Monday, August 11, 2008

Astonishing 52 Percent of Newly Diagnosed Bipolar Disorder Patients Receive Antidepressant Drugs in First-Line Treatment

Lamictal is the Leading Single-Agent in First-, Second- and Third-Line Therapy, According to a New Report from Decision Resources

Decision Resources, one of the world's leading research and advisory firms focusing on pharmaceutical and healthcare issues, finds that an astonishing 52.3 percent of newly diagnosed bipolar disorder patients are prescribed antidepressant drugs first line. The new report entitled Treatment Algorithms in Bipolar Disorder finds that this high preponderance of early-line antidepressant use stems from primary care physician prescribing.
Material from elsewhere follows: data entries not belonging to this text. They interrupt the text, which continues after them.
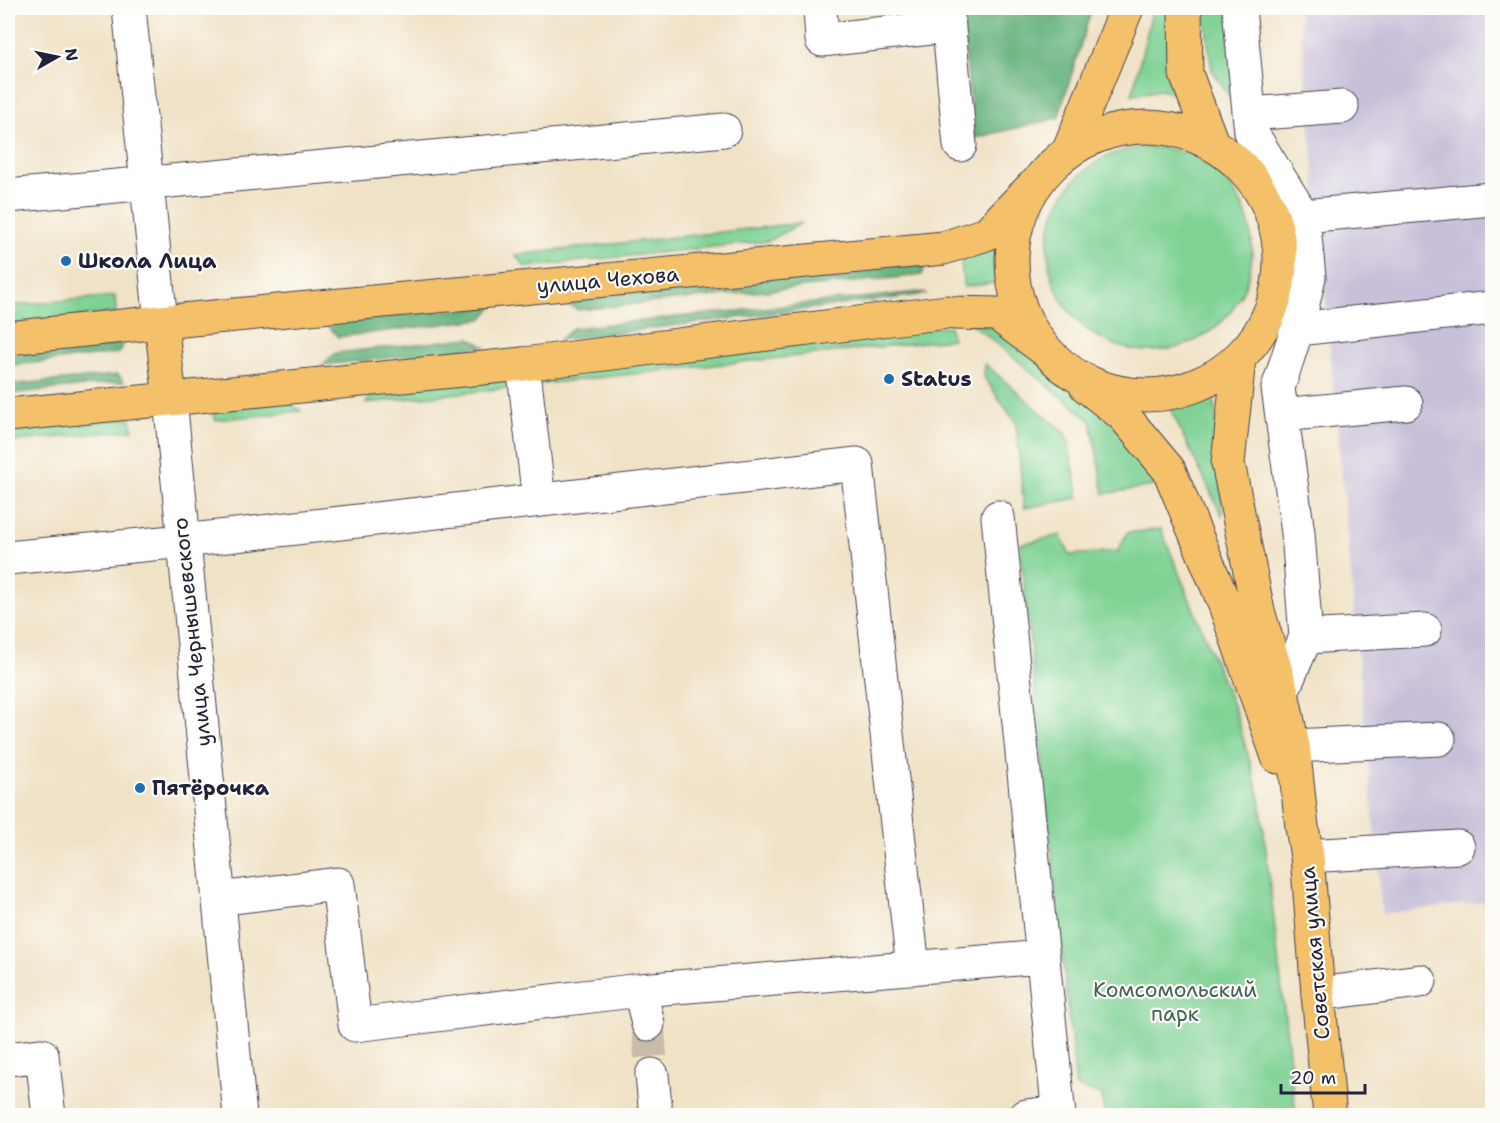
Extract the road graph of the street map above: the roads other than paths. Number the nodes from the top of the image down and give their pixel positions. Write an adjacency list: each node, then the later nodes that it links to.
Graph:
1 (129, 8): 13 (street)
2 (820, 8): 6 (street)
3 (1127, 8): 12 (main road)
4 (1185, 8): 10 (main road)
5 (1239, 8): 8 (street)
6 (948, 17): 11 (street)
7 (1342, 107): 8 (street)
8 (1249, 114): 17 (street)
9 (724, 130): 13 (street)
10 (1212, 143): 12 (main road); 22 (main road)
11 (960, 145)
12 (1069, 150): 14 (main road, улица Чехова)
13 (147, 183): 15 (street); 19 (street)
14 (1033, 186): 19 (main road, улица Чехова); 23 (main road)
15 (8, 196)
16 (1492, 199): 17 (street)
17 (1303, 216): 20 (street)
18 (1492, 308): 20 (street)
19 (161, 322): 21 (main road, улица Чехова); 25 (main road)
20 (1297, 329): 28 (street)
21 (8, 338)
22 (1239, 359): 23 (main road); 35 (main road)
23 (1055, 360): 24 (main road); 38 (main road)
24 (522, 364): 25 (main road); 29 (street)
25 (170, 399): 27 (main road); 31 (street, улица Чернышевского)
26 (1406, 403): 28 (street)
27 (8, 415)
28 (1282, 415): 34 (street)
29 (539, 500): 31 (street); 42 (street)
30 (999, 517): 41 (street)
31 (183, 541): 32 (street); 40 (street, улица Чернышевского)
32 (8, 558)
33 (1425, 630): 34 (street)
34 (1306, 637): 35 (street)
35 (1282, 692): 37 (main road)
36 (1439, 739): 37 (street)
37 (1293, 746): 38 (main road)
38 (1304, 841): 39 (street); 45 (main road, Советская улица)
39 (1458, 847)
40 (219, 899): 44 (street); 51 (street, улица Чернышевского)
41 (1043, 957): 42 (street); 49 (street)
42 (913, 968): 44 (street)
43 (1420, 981): 45 (street)
44 (640, 990): 46 (street)
45 (1318, 994): 54 (main road, Советская улица)
46 (648, 1023)
47 (8, 1059): 50 (street)
48 (652, 1075): 52 (street)
49 (1059, 1114): 53 (street)
50 (49, 1116)
51 (240, 1116)
52 (657, 1116)
53 (1026, 1116)
54 (1330, 1116)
Surveyed primary care physicians specify selective serotonin reuptake inhibitors (including Forest Laboratories' Lexapro) as a favored first-line treatment choice for patients with bipolar disorder I with acute depression (51 percent of surveyed physicians), bipolar disorder II with acute depression without hypomania (52 percent of surveyed physicians) and bipolar disorder II with acute depression with hypomania (46 percent of surveyed physicians).
"The number of primary care physicians who are diagnosing and treating bipolar patients has been on the rise in the past few years, but surveyed primary care physicians follow a very different treatment pattern than surveyed psychiatrists," said Madhuri Borde, Ph.D., analyst at Decision Resources. "Nearly half of the patients taking selective serotonin reuptake inhibitors first line receive these drugs as a monotherapy, despite guideline recommendations to give bipolar patients presenting with depression an antimanic first line."